His paper showed that, at least in the specific case where the charge of the particle is much smaller than the charge of the black hole, any particle with a charge/energy ratio that could result in a naked singularity if it were absorbed by the black hole will, in fact, be deflected before it reaches the event horizon. So there is no limit on the charge/energy ratio of the particle itself due to cosmic censorship, but there IS a limit on what kinds of particles can actually be absorbed by the black hole. That limit corresponds exactly to the limit needed to preserve cosmic censorship (at least in the case of an extremal black hole).

A 1999 paper due to Hubeny (http://arxiv.org/abs/gr-qc/9808043) raised some new questions about this result by looking at potential higher-order problems when one considers black holes that are nearly-extremal rather than extremal. This potential issue was seemingly resolved by Poisson and collaborators in 2013 (http://arxiv.org/abs/1211.3889).
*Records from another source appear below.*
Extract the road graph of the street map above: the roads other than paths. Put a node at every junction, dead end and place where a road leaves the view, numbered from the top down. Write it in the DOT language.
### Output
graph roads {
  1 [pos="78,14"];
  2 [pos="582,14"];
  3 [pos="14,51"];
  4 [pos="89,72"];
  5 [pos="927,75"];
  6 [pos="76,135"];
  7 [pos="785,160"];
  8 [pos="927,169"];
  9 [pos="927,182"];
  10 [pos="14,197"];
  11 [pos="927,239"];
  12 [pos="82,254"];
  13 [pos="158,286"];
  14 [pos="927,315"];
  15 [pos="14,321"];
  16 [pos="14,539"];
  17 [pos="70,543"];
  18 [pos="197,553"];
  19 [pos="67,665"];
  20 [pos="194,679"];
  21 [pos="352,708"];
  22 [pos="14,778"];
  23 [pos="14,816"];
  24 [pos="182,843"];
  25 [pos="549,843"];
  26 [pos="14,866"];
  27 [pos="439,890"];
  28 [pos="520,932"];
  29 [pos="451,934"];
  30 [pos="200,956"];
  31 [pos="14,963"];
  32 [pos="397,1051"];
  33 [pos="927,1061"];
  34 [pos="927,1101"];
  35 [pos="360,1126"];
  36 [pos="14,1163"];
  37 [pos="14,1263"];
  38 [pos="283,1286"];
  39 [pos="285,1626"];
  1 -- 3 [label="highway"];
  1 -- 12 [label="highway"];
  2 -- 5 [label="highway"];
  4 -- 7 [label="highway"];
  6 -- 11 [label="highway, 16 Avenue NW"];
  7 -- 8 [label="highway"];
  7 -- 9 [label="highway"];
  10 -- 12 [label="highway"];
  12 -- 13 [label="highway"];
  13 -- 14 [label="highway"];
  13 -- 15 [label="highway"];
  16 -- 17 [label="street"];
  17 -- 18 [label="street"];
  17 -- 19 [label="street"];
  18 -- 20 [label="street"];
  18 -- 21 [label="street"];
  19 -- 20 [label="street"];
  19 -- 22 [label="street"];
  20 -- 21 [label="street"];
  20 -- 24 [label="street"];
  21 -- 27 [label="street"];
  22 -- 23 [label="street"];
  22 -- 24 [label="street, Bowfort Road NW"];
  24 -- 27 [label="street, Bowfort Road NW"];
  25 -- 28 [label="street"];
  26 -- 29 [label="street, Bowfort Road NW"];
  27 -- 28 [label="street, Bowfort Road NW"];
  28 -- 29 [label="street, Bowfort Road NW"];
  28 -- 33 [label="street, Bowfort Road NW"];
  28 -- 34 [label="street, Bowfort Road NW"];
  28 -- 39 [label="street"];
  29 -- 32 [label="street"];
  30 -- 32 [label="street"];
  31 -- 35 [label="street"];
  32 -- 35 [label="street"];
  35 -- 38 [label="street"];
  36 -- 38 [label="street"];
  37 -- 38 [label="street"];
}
NB: You may notice that I wrote "charge/energy" rather than "charge/mass" when discussing the particle's parameters. This is no mistake—the mass change in the black hole when it absorbs a particle is governed by the particle's total energy, not its rest mass. Even if you make a black hole absorb a particle with an arbitrary high charge and arbitrarily small rest mass, for example by pushing the particle to the edge of the event horizon with a rocket ship, the particle will pick up enough energy over the course of the "pushing" process to counterbalance its charge and preserve cosmic censorship.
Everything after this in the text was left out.